- Entries supplied:
---
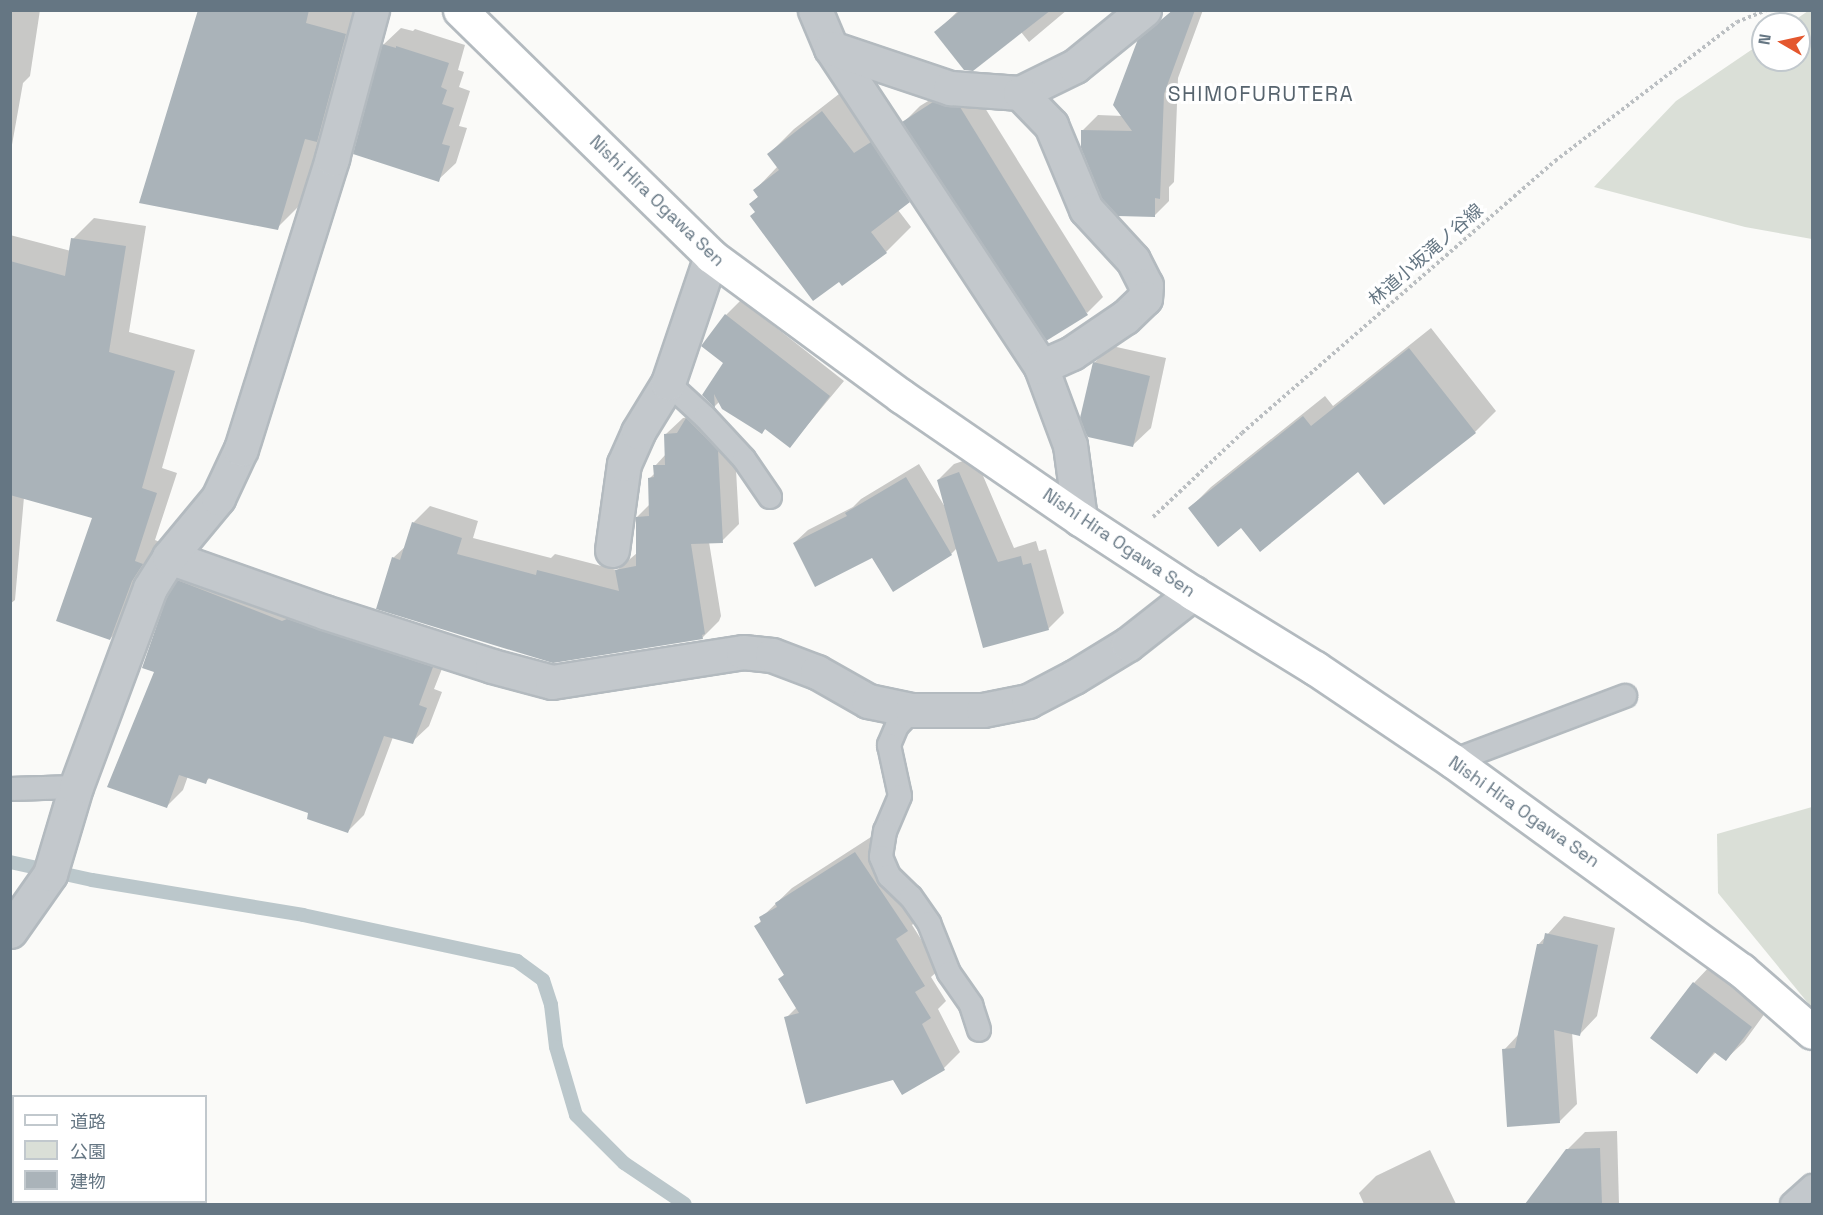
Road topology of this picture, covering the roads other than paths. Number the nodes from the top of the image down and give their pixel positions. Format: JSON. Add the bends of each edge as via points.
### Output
---
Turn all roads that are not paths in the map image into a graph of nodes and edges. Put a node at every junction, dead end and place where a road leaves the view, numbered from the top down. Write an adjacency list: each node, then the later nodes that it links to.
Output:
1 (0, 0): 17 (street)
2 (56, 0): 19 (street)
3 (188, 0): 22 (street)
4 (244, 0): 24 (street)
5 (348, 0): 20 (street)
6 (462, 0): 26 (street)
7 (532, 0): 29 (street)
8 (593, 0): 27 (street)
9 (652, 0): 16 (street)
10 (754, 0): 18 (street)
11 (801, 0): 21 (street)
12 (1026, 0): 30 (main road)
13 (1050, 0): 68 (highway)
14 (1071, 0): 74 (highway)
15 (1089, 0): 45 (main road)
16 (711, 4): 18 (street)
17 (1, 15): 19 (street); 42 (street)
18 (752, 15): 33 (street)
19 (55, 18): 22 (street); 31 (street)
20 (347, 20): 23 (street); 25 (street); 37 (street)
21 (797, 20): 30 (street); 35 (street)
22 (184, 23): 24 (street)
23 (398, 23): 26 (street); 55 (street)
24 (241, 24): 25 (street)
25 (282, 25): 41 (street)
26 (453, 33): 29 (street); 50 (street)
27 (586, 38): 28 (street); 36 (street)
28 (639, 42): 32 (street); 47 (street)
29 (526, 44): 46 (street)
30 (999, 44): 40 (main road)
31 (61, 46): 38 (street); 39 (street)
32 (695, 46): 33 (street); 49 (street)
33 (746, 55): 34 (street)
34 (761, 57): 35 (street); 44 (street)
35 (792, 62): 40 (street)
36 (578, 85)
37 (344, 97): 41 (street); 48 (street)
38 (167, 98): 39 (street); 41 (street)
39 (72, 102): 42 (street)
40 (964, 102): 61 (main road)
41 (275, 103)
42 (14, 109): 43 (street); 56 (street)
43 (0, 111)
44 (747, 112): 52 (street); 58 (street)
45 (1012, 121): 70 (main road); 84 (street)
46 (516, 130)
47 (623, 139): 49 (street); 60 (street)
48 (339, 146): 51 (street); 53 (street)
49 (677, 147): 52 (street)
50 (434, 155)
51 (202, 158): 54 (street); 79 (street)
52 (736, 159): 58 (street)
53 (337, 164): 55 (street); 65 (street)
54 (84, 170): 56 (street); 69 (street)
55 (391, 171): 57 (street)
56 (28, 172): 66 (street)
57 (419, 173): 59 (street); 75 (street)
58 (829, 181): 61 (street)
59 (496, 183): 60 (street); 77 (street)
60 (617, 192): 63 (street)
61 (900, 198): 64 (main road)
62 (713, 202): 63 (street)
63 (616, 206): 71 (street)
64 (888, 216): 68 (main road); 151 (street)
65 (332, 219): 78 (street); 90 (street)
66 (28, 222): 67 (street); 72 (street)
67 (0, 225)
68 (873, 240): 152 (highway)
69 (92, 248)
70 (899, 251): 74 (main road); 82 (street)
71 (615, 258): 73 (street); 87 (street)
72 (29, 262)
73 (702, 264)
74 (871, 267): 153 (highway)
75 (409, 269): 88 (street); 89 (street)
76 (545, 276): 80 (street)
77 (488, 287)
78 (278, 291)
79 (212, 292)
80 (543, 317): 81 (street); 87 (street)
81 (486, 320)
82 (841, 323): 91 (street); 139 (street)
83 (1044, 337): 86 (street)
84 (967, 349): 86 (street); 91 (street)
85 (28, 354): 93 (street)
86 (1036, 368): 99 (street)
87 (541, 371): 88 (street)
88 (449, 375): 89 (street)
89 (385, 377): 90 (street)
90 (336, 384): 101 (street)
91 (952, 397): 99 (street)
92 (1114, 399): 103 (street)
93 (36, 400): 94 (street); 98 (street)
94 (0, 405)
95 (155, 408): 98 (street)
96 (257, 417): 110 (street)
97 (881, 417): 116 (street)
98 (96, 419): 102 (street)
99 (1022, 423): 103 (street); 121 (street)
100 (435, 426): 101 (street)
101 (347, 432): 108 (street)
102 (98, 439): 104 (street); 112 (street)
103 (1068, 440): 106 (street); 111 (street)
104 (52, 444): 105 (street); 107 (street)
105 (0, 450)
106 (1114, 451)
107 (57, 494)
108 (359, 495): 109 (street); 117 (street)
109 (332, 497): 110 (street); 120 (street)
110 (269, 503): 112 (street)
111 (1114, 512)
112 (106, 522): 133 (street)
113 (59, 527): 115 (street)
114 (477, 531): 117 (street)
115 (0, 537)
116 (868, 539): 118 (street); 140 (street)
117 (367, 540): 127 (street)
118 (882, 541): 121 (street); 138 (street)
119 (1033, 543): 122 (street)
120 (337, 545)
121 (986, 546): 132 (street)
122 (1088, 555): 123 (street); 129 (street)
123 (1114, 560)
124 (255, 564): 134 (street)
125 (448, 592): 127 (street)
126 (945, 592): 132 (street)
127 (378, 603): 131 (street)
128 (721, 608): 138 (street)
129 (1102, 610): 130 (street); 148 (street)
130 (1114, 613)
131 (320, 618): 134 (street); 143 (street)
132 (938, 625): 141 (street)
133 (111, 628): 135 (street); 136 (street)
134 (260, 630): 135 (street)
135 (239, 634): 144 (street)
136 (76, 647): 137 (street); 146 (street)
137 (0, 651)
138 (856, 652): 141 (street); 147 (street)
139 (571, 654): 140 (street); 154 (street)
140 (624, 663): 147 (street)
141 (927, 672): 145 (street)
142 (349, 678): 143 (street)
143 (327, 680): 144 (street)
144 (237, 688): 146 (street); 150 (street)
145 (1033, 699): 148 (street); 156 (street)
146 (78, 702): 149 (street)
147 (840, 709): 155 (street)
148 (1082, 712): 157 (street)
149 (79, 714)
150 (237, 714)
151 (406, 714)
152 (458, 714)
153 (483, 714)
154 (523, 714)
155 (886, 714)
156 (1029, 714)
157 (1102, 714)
---
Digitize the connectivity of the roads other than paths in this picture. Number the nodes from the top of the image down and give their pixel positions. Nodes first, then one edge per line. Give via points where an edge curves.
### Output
---
- What you have to do:
Scan the material above. Copy each line where "nodes" occurs.

- Response for this exercise:
Road topology of this picture, covering the roads other than paths. Number the nodes from the top of the image down and give their pixel positions. Format: JSON. Add the bends of each edge as via points.
Turn all roads that are not paths in the map image into a graph of nodes and edges. Put a node at every junction, dead end and place where a road leaves the view, numbered from the top down. Write an adjacency list: each node, then the later nodes that it links to.
Digitize the connectivity of the roads other than paths in this picture. Number the nodes from the top of the image down and give their pixel positions. Nodes first, then one edge per line. Give via points where an edge curves.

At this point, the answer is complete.